Lessons for Policymakers
A natural question is whether Europe has taken a more active regulatory approach because its technology sector is much smaller. While having a smaller technology sector in Europe inevitably means that there are different political economy dynamics, including lower returns to lobbying, there is nonetheless a growing recognition that the absence of clearer guidelines and regulations is a lose-lose situation in the long run. For instance, a voluminous body of empirical literature documents a rise in concentration and market power, particularly among digital intermediaries, and that could be attributed to lax and ambiguous guidelines. Only recently has the U.S. Securities and Exchange Commission introduced guidance requiring that public companies report data breaches four business days after the incident is determined material.
The EU’s efforts to extend products liability law to software, adopt a secure by design approach similar to that called for in the 2023 U.S. National Cybersecurity Strategy, and enhance transparency and accountability across the digital ecosystem have solidified its place as a global leader in tech governance.

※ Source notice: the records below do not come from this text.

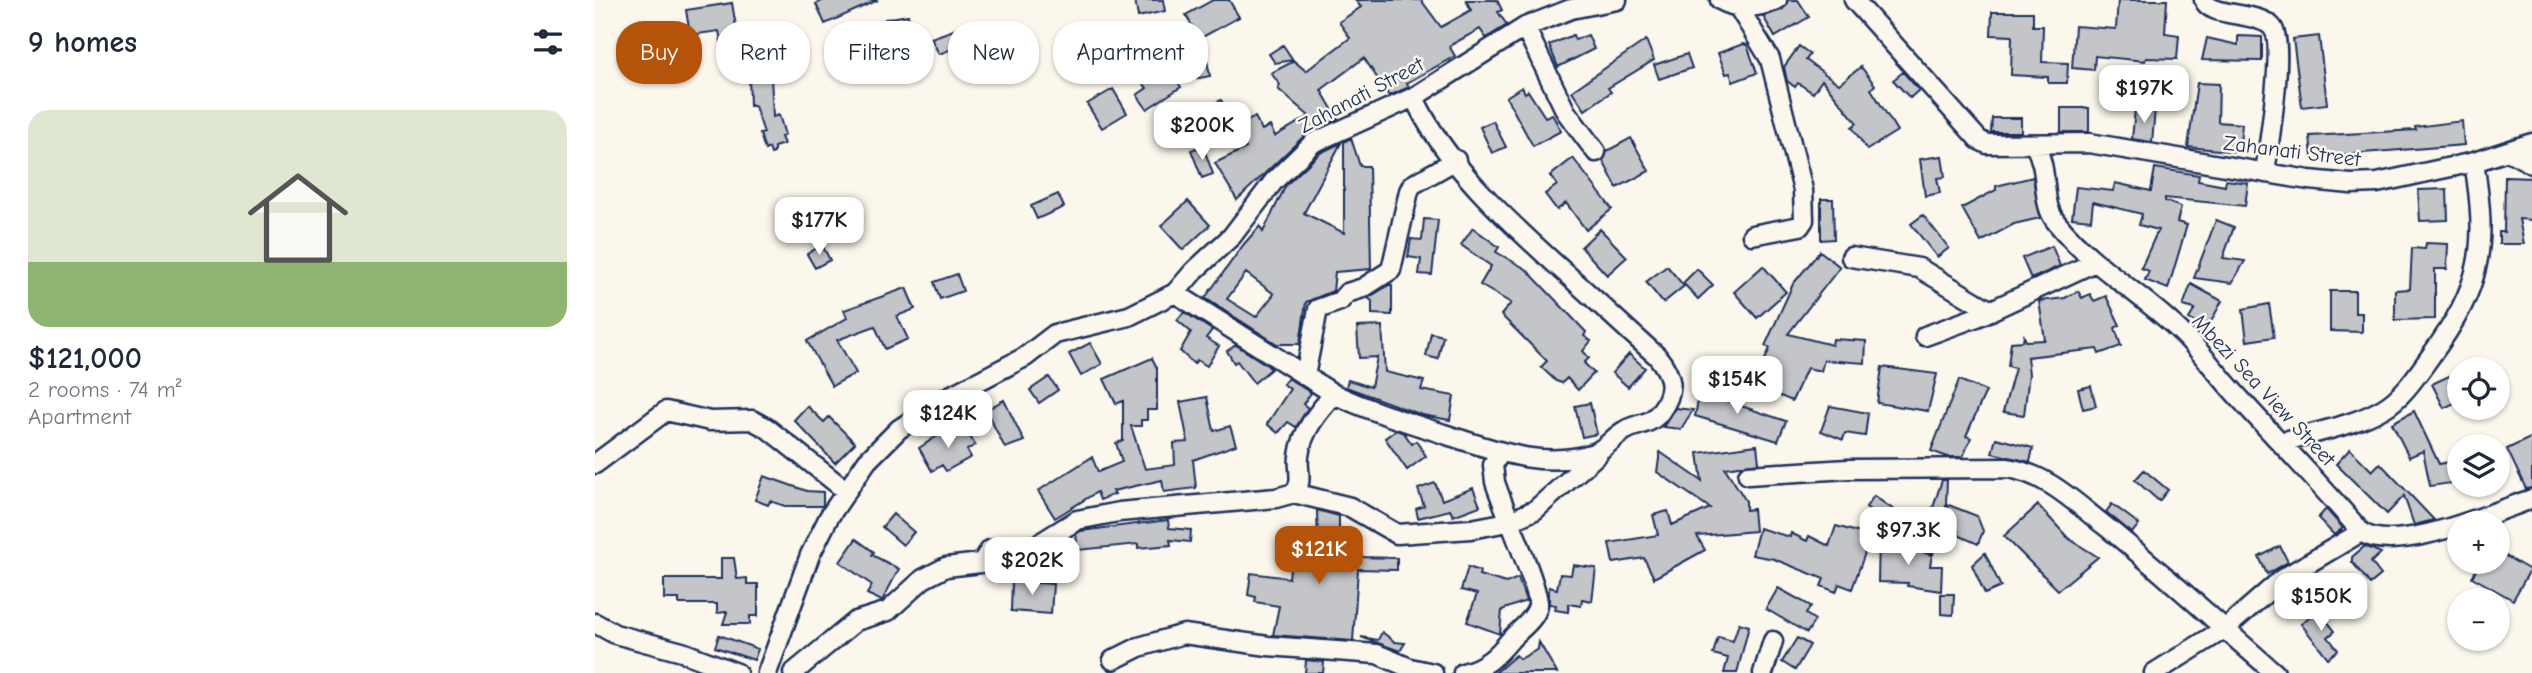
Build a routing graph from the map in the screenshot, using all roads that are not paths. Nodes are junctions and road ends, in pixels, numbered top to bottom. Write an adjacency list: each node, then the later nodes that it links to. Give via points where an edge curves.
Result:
1 (1617, 0): 6 (street, Zahanati Street)
2 (1720, 0): 7 (street)
3 (1777, 0): 7 (street, via 1760,7)
4 (1854, 0): 11 (street, Zahanati Street, via 1979,140 1998,146)
5 (2204, 0): 17 (street, via 2212,9 2272,26 2277,37)
6 (1569, 4): 8 (street, Zahanati Street)
7 (1737, 4): 18 (street, via 1770,59 1803,190 1800,226)
8 (1525, 27): 9 (street, Zahanati Street); 13 (street, via 1566,112)
9 (1414, 97): 14 (street); 21 (street, Zahanati Street, via 1313,143)
10 (2532, 143): 12 (street, Zahanati Street)
11 (2033, 144): 17 (street, Zahanati Street, via 2089,143); 20 (street, Mbezi Sea View Street, via 2044,170 2047,208)
12 (2508, 151): 15 (street, Zahanati Street); 16 (street)
13 (1596, 152)
14 (1456, 160): 24 (street, via 1412,185 1391,270 1346,293 1340,302 1318,309); 27 (street, via 1529,241 1669,372 1670,396 1660,413 1651,422 1620,433)
15 (2474, 162): 17 (street, Zahanati Street, via 2377,183); 26 (street, via 2482,230 2479,265 2472,288 2440,343 2385,408)
16 (2532, 164)
17 (2265, 173)
18 (1752, 235)
19 (1851, 257): 22 (street, via 1919,268)
20 (2095, 262): 22 (street); 26 (street, Mbezi Sea View Street, via 2184,335)
21 (1175, 293): 24 (street); 31 (street, Zahanati Street, via 1129,316 1055,334 1024,357 948,397 899,429)
22 (1991, 311): 23 (street)
23 (1925, 336)
24 (1305, 376): 25 (street)
25 (1334, 394): 28 (street); 32 (street, via 1315,415 1300,448 1300,482)
26 (2282, 442): 35 (street, Mbezi Sea View Street)
27 (1605, 448): 28 (street, via 1559,459); 34 (street, via 1547,502)
28 (1500, 453): 34 (street, via 1493,473)
29 (595, 464): 31 (street, via 666,411 710,421 753,420)
30 (1748, 475): 37 (street, via 1849,469 2027,471 2066,494)
31 (845, 490): 39 (street, Zahanati Street, via 810,555)
32 (1294, 493): 34 (street, via 1350,507 1397,534); 44 (street, via 1108,514 1077,520 1024,551 991,550 978,564 946,567 923,579 888,611 856,621)
33 (2532, 499): 35 (street, via 2399,541 2375,540)
34 (1508, 522): 46 (street, via 1536,593 1536,610 1492,660)
35 (2361, 532): 37 (street, via 2282,579)
36 (595, 622): 41 (street, via 615,634)
37 (2226, 628): 48 (street); 49 (street)
38 (1773, 641): 47 (street)
39 (774, 654): 42 (street, Zahanati Street); 43 (street)
40 (1113, 660): 45 (street, via 1184,634 1377,654)
41 (737, 673)
42 (767, 673)
43 (779, 673)
44 (793, 673)
45 (1433, 673)
46 (1463, 673)
47 (1763, 673)
48 (2154, 673)
49 (2275, 673)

Several of these steps could be taken at once perhaps as part of the proposed American Privacy Rights Act, which would offer enhanced powers to the Federal Trade Commission to investigate deceptive or defective products, and establish baseline privacy and cybersecurity expectations for American consumers.
At the highest level, if a products liability approach in the U.S. context is to be successful, Congress would need to introduce a package of reforms that would address various barriers to recovery, including the economic loss doctrine and the enforcement of liability waivers. Moreover, the array of EU initiatives surveyed above still give rise to uncertainty, such as a potential cap of 70 million euros on all claims for a specific defective item. And costs should not be underestimated—one U.S. House of Representatives Oversight and Accountability Committee report claimed 20.4 to 46.4 billion euros in new compliance and operation costs introduced by the DSA and the GDPR. Still, such estimates should be weighed against the staggering economic harm introduced by software vulnerabilities discussed above.
A best-case scenario would be for policymakers on both sides of the Atlantic, and beyond, to come together and find common ground to encourage the convergence of baseline software security expectations. This process could either be kicked off through a special event, such as a Global Responsible Software Summit modeled after recent ransomware and democracy summits, or be added to an upcoming major gathering.
No nation is an island in cyberspace, no matter how much some wish they were. How leading cyber powers—including the EU and the U.S.—approach the issue of software liability will make worldwide ripples, which, depending on how these interventions are crafted, could turn into a tsunami.